ChainModels.jl
This package provides utilities to deal with multivariate functions factorized over a one-dimensional chain, i.e. where each variable $x_i$ interacts only with $x_{i-1}$ and $x_{i+1}$
\[f(x_1,\ldots,x_L) = e^{f_1(x_1,x_2)} e^{f_2(x_2,x_3)} \cdots e^{f_{L-1}(x_{L-1},x_L)} = \prod_{i=1}^{L-1} e^{f_i(x_i,x_{i+1})}\]
where $x_i \in \mathcal{X}_i=\\{1,2,\ldots,q_i\\}$ and $f_i : \mathcal{X}\_i \times \mathcal{X}\_{i+1} \to \mathbb{R}$. Once properly normalized, these give probability distributions
\[p(x_1,\ldots,x_L) = \frac1Z\prod_{i=1}^{L-1} e^{f_i(x_i,x_{i+1})} \]
with $Z = \sum\limits_{x_1,\ldots,x_L}\prod\limits_{i=1}^{L-1} e^{f_i(x_i,x_{i+1})}$ the normalization constant.
In other words, a probability distribution is a chain model if its factor graph is a simple path:
Provided functionalities
For a chain of length $L$ with variables taking one of $q$ values, the following can be performed efficiently:
| Operation | Cost |
|---|---|
| Compute normalization $Z$ | $\mathcal O (Lq^2)$ |
| Compute marginals $p(x_i)$ | $\mathcal O (Lq^2)$ |
| Compute neighbor marginals $p(x_i,x\_{i+1})$ | $\mathcal O (Lq^2)$ |
| Compute pair marginals $p(x_i,x_j)$ | $\mathcal O (L^2q^2)$ |
| Draw a sample from $p$ | $\mathcal O (Lq^2)$ |
| Compute the entropy S[p]=-\sum_xp(x)\log p(x) $ | $\mathcal O (Lq^2)$ |
Quickstart
Install with
import Pkg; Pkg.add("https://github.com/stecrotti/ChainModels.jl.git")Create a ChainModel and compute some stuff
using ChainModels
L = 100
q = fill(20, L)
f = [randn(q[i], q[i+1]) for i in 1:L-1]
p = ChainModel(f)
Z = normalization(p)
marg = marginals(p)
neigmarg = neighbor_marginals(p)
pairmarg = pair_marginals(p)
S = entropy(p)
x = rand(p, 500)
l = loglikelihood(p, x)Examples of chain models
Efficient operations
The efficiency of the operations mentioned above relies on some strategic pre-computations. For example, partial normalizations from the left and from the right ($l$ and $r$, respectively)

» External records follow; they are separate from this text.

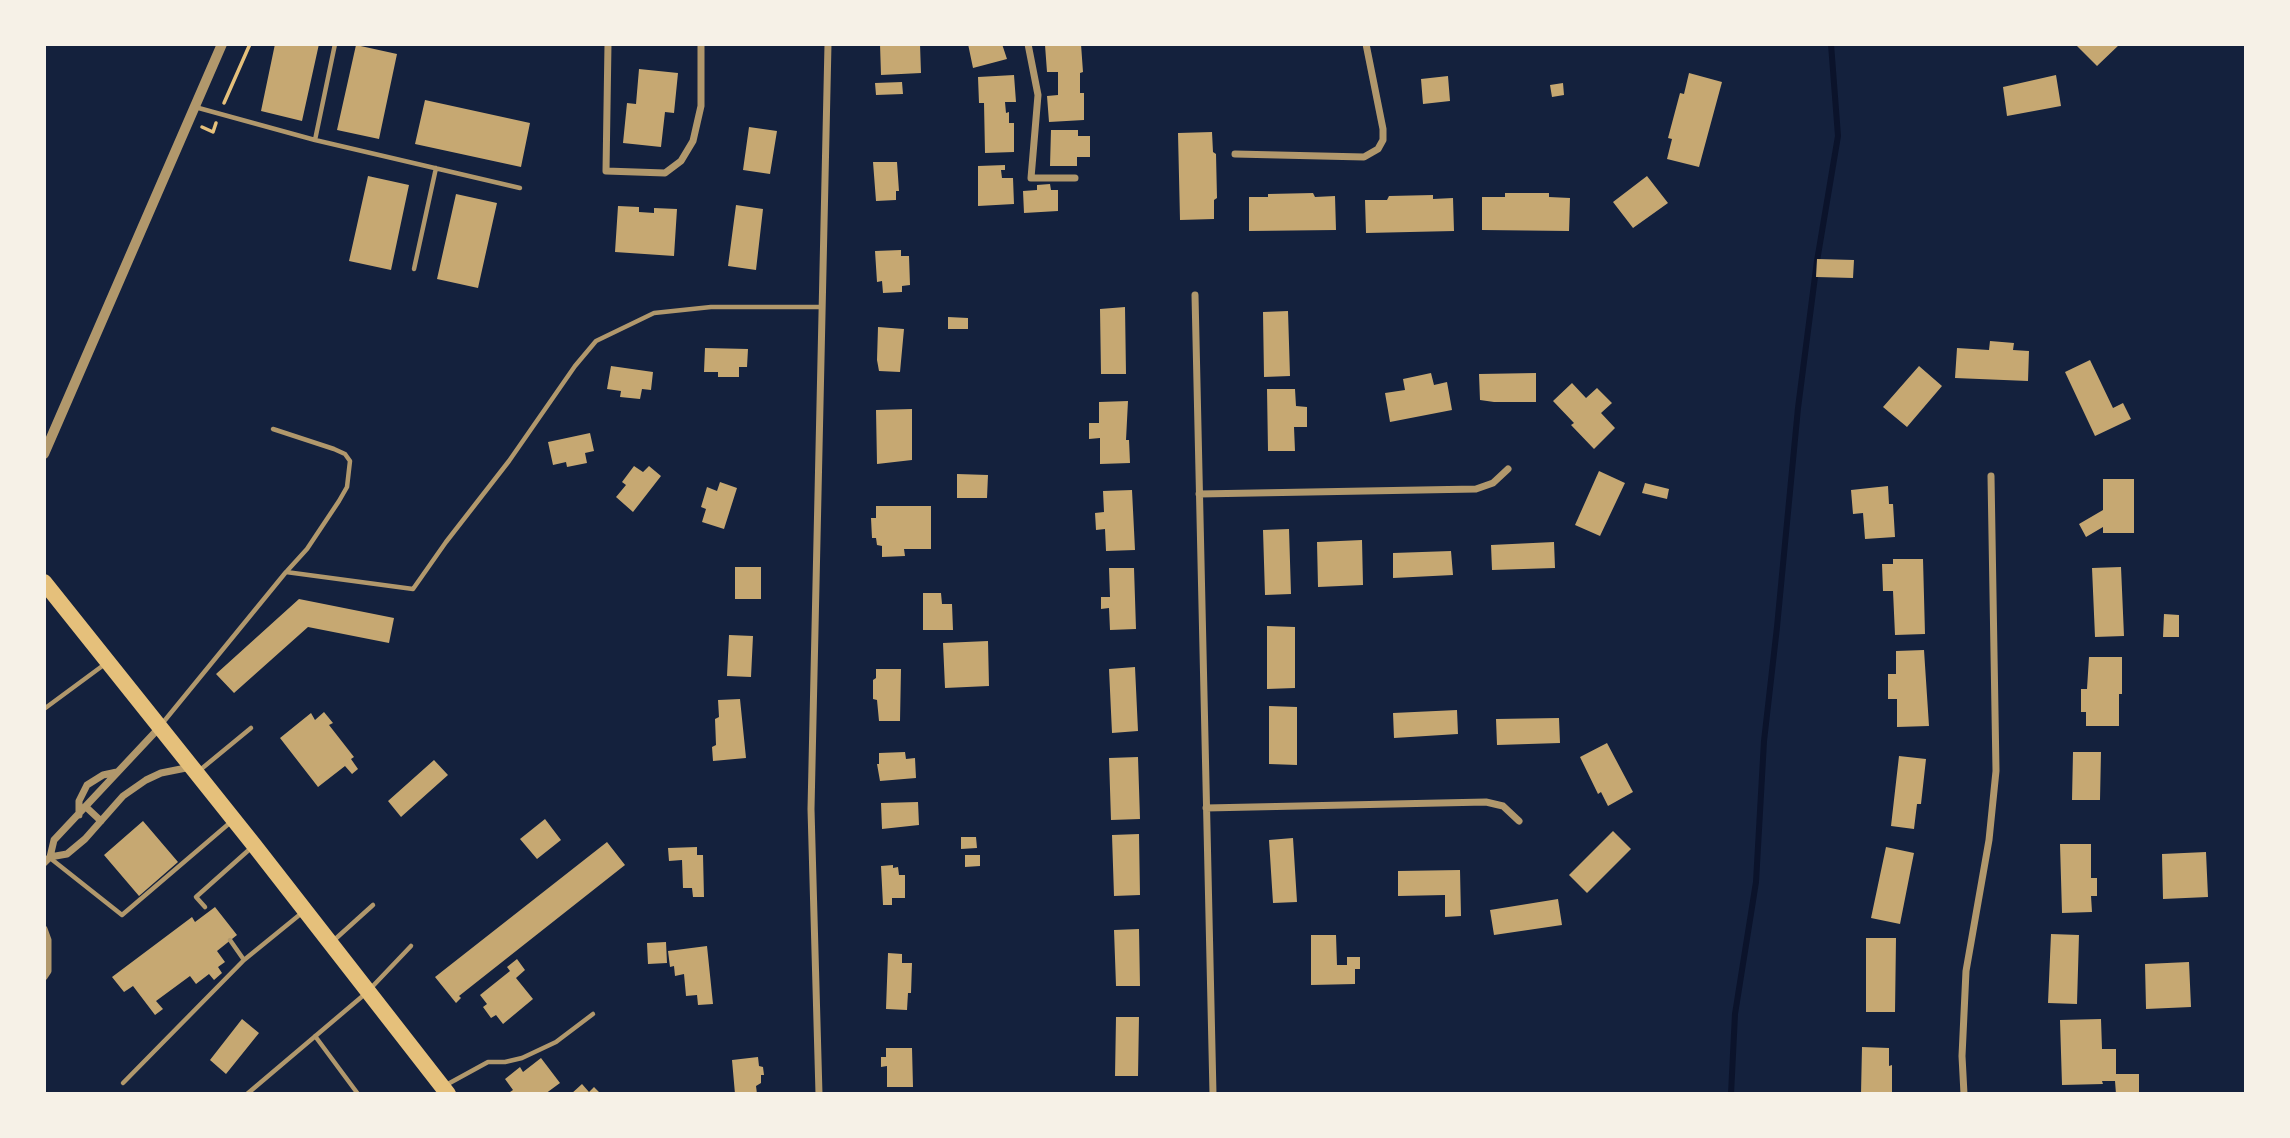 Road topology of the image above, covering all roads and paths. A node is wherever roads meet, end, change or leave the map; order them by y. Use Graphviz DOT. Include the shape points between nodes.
graph roads {
  1 [pos="222,44"];
  2 [pos="335,44"];
  3 [pos="608,44"];
  4 [pos="701,44"];
  5 [pos="828,44"];
  6 [pos="1028,44"];
  7 [pos="1366,44"];
  8 [pos="195,107"];
  9 [pos="315,141"];
  10 [pos="1235,154"];
  11 [pos="436,168"];
  12 [pos="1074,178"];
  13 [pos="520,188"];
  14 [pos="414,268"];
  15 [pos="1195,296"];
  16 [pos="822,307"];
  17 [pos="273,429"];
  18 [pos="44,454"];
  19 [pos="1508,469"];
  20 [pos="1991,476"];
  21 [pos="1199,494"];
  22 [pos="286,572"];
  23 [pos="45,585"];
  24 [pos="107,662"];
  25 [pos="44,709"];
  26 [pos="159,728"];
  27 [pos="251,728"];
  28 [pos="194,770"];
  29 [pos="117,772"];
  30 [pos="86,807"];
  31 [pos="1206,808"];
  32 [pos="79,815"];
  33 [pos="234,820"];
  34 [pos="101,821"];
  35 [pos="1520,821"];
  36 [pos="254,845"];
  37 [pos="47,860"];
  38 [pos="373,905"];
  39 [pos="205,907"];
  40 [pos="304,910"];
  41 [pos="44,929"];
  42 [pos="230,940"];
  43 [pos="330,944"];
  44 [pos="411,946"];
  45 [pos="244,960"];
  46 [pos="44,978"];
  47 [pos="367,993"];
  48 [pos="593,1014"];
  49 [pos="315,1036"];
  50 [pos="122,1083"];
  51 [pos="445,1091"];
  52 [pos="247,1094"];
  53 [pos="358,1094"];
  54 [pos="819,1094"];
  55 [pos="1213,1094"];
  56 [pos="1964,1094"];
  1 -- 8 [label="street"];
  2 -- 9 [label="lane"];
  3 -- 4 [label="street" via="606,171 665,173 681,161 693,141 701,106"];
  5 -- 16 [label="street"];
  6 -- 12 [label="street" via="1038,95 1031,178"];
  7 -- 10 [label="street" via="1383,129 1378,149 1364,157"];
  8 -- 9 [label="lane"];
  8 -- 18 [label="street"];
  9 -- 11 [label="lane"];
  11 -- 13 [label="lane"];
  11 -- 14 [label="lane"];
  15 -- 21 [label="street"];
  16 -- 22 [label="lane" via="711,307 654,313 596,341 413,589"];
  16 -- 54 [label="street" via="811,809"];
  17 -- 22 [label="lane" via="334,449 350,461 347,487 339,501"];
  19 -- 21 [label="street" via="1493,483 1476,489"];
  20 -- 56 [label="street" via="1996,771 1966,971"];
  21 -- 31 [label="street"];
  22 -- 26 [label="lane"];
  23 -- 24 [label="highway"];
  24 -- 25 [label="lane"];
  24 -- 26 [label="highway"];
  26 -- 28 [label="highway"];
  26 -- 29 [label="street"];
  27 -- 28 [label="lane"];
  28 -- 33 [label="highway"];
  28 -- 34 [label="street" via="161,773 145,780"];
  29 -- 30 [label="street"];
  29 -- 32 [label="street" via="87,785 79,801"];
  30 -- 32 [label="street"];
  30 -- 34 [label="street"];
  31 -- 35 [label="street" via="1486,802 1503,806"];
  31 -- 55 [label="street"];
  32 -- 37 [label="street" via="54,840"];
  33 -- 36 [label="highway"];
  33 -- 37 [label="lane" via="122,915"];
  34 -- 37 [label="street" via="67,854"];
  36 -- 39 [label="lane" via="197,897"];
  36 -- 40 [label="highway"];
  38 -- 43 [label="lane"];
  40 -- 43 [label="highway"];
  40 -- 45 [label="lane"];
  41 -- 46 [label="street" via="48,940"];
  42 -- 45 [label="lane"];
  43 -- 47 [label="highway"];
  44 -- 47 [label="lane"];
  45 -- 50 [label="lane"];
  47 -- 49 [label="lane"];
  47 -- 51 [label="highway"];
  48 -- 51 [label="lane" via="556,1042 522,1058 488,1062"];
  49 -- 52 [label="lane"];
  49 -- 53 [label="lane"];
} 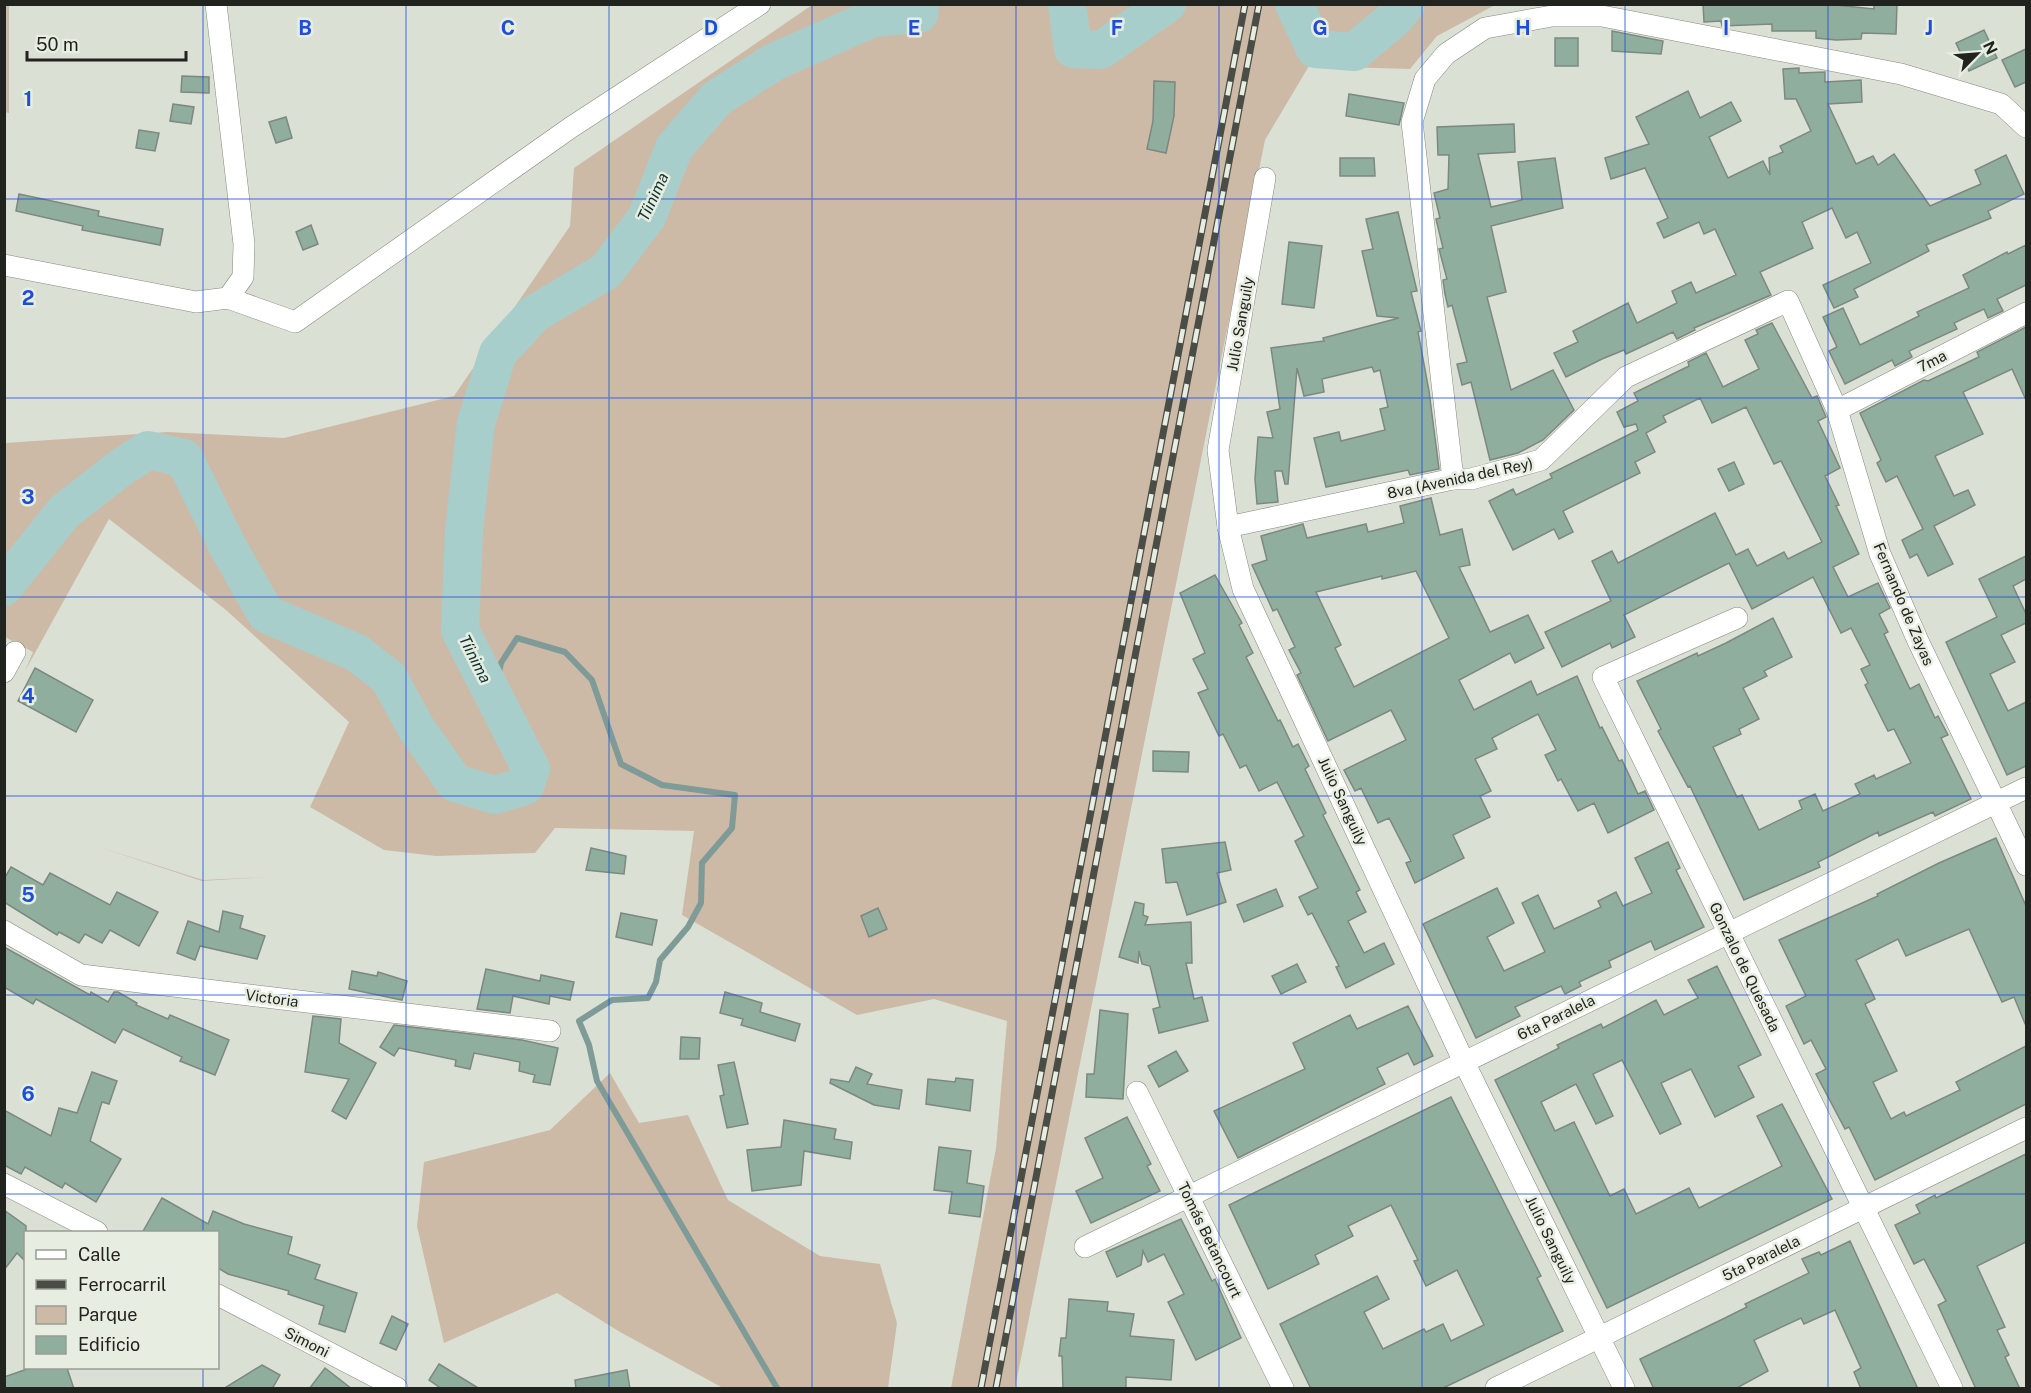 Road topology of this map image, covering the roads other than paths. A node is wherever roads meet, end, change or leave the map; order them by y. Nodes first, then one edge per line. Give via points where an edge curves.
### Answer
1 (216, 4) edge
2 (760, 4) edge
3 (2026, 127) edge
4 (1265, 178) dead end
5 (4, 265) edge
6 (228, 298) junction
7 (1788, 301) joint
8 (2026, 313) edge
9 (1837, 410) junction
10 (1453, 479) junction
11 (1228, 527) junction
12 (1737, 618) dead end
13 (15, 652) dead end
14 (4, 672) edge
15 (2026, 788) edge
16 (1996, 802) junction
17 (2026, 865) edge
18 (4, 931) edge
19 (1728, 933) junction
20 (550, 1031) dead end
21 (1464, 1062) junction
22 (1137, 1092) dead end
23 (2026, 1128) edge
24 (4, 1184) edge
25 (1188, 1197) junction
26 (1863, 1208) junction
27 (93, 1231) edge
28 (1085, 1247) dead end
29 (219, 1296) edge
30 (1599, 1338) junction
31 (397, 1389) edge
32 (1283, 1389) edge
33 (1496, 1389) edge
34 (1624, 1389) edge
35 (1952, 1389) edge

1 - 6 street via 244,244 243,278
2 - 6 street via 570,128 295,322
3 - 10 street via 2001,104 1901,74 1602,16 1552,16 1485,28 1446,54 1425,78 1412,122
4 - 11 street, Julio Sanguily via 1218,450
5 - 6 street via 196,302
7 - 9 street, Fernando de Zayas
7 - 10 street, 8va (Avenida del Rey) via 1626,377 1541,460
8 - 9 street, 7ma
9 - 16 street, Fernando de Zayas via 1880,554
10 - 11 street, 8va (Avenida del Rey)
11 - 21 street, Julio Sanguily via 1243,589
12 - 19 street, Gonzalo de Quesada via 1603,677
13 - 14 street
15 - 16 street, 6ta Paralela
16 - 17 street, Fernando de Zayas
16 - 19 street, 6ta Paralela
18 - 20 street, Victoria via 81,975
19 - 21 street, 6ta Paralela
19 - 26 street, Gonzalo de Quesada
21 - 25 street, 6ta Paralela
21 - 30 street, Julio Sanguily
22 - 25 street, Tomás Betancourt
23 - 26 street, 5ta Paralela
24 - 27 street
25 - 28 street, 6ta Paralela
25 - 32 street, Tomás Betancourt
26 - 30 street, 5ta Paralela
26 - 35 street, Gonzalo de Quesada
29 - 31 street, Simoni
30 - 33 street, 5ta Paralela
30 - 34 street, Julio Sanguily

\[\begin{eqnarray} l_{i}(x_{i+1}) =& \log\sum\limits_{x_1,\ldots,x_i}\prod\limits_{j=1}^i e^{f_j(x_j,x_{j+1})}\\ r_{i}(x_{i-1}) =& \log\sum\limits_{x_i,\ldots,x_L}\prod\limits_{j=i-1}^{L-1} e^{f_j(x_j,x_{j+1})} \end{eqnarray}\]
can be used to compute normalization, single-variable and nearest-neighbor marginals
\[\begin{eqnarray} Z =& \sum\limits_{x_i} e^{l_{i-1}(x_i)+r_{i+1}(x_i)}\quad\forall i\\ p(x_i) =& \frac1Z e^{l_{i-1}(x_i)+r_{i+1}(x_i)}\\ p(x_i,x_{i+1}) =& \frac1Z e^{l_{i-1}(x_i) + f_i(x_i,x_{i+1}) + r_{i+2}(x_{i+1})}\\ \end{eqnarray}\]
Notes
- The exponential parametrization is favorable because it puts no constraint on the values taken by the $f_i$'s, which can be positive or negative. One might as well parametrize directly as $f(x)=\prod\limits_{i=1}^{L-1} g_i(x_i,x_{i+1})$ with $g_i(x_i,x_{i+1})=e^{f_i(x_i,x_{i+1})}$, but must always ensure $g_i \ge 0$.
K-Chain Models
This package supports a more general type of Chain Models where interactions involve not just two neighboring variables but a general number $K$. The distribution in this case reads
\[p(x_1,\ldots,x_L) = \frac1Z\prod_{i=1}^{L-K+1} e^{f_i(x_i,x_{i+1}, \ldots, x_{i+K-1})} \]
A K-Chain Model can be constructed as
chain = KChainModel(fK)where fK is a vector of length $L-K+1$ whose i-th element is an array of size $q_i, q_{i+1}, \ldots, q_{i+K-1}$.
Special constructors are provided for the special cases $K=1$, where the chain reduces to a fully factorized model where each variable is independent of the others
chain = FactorizedModel(f1)and $K=2$, as shown above
chain = ChainModel(f2)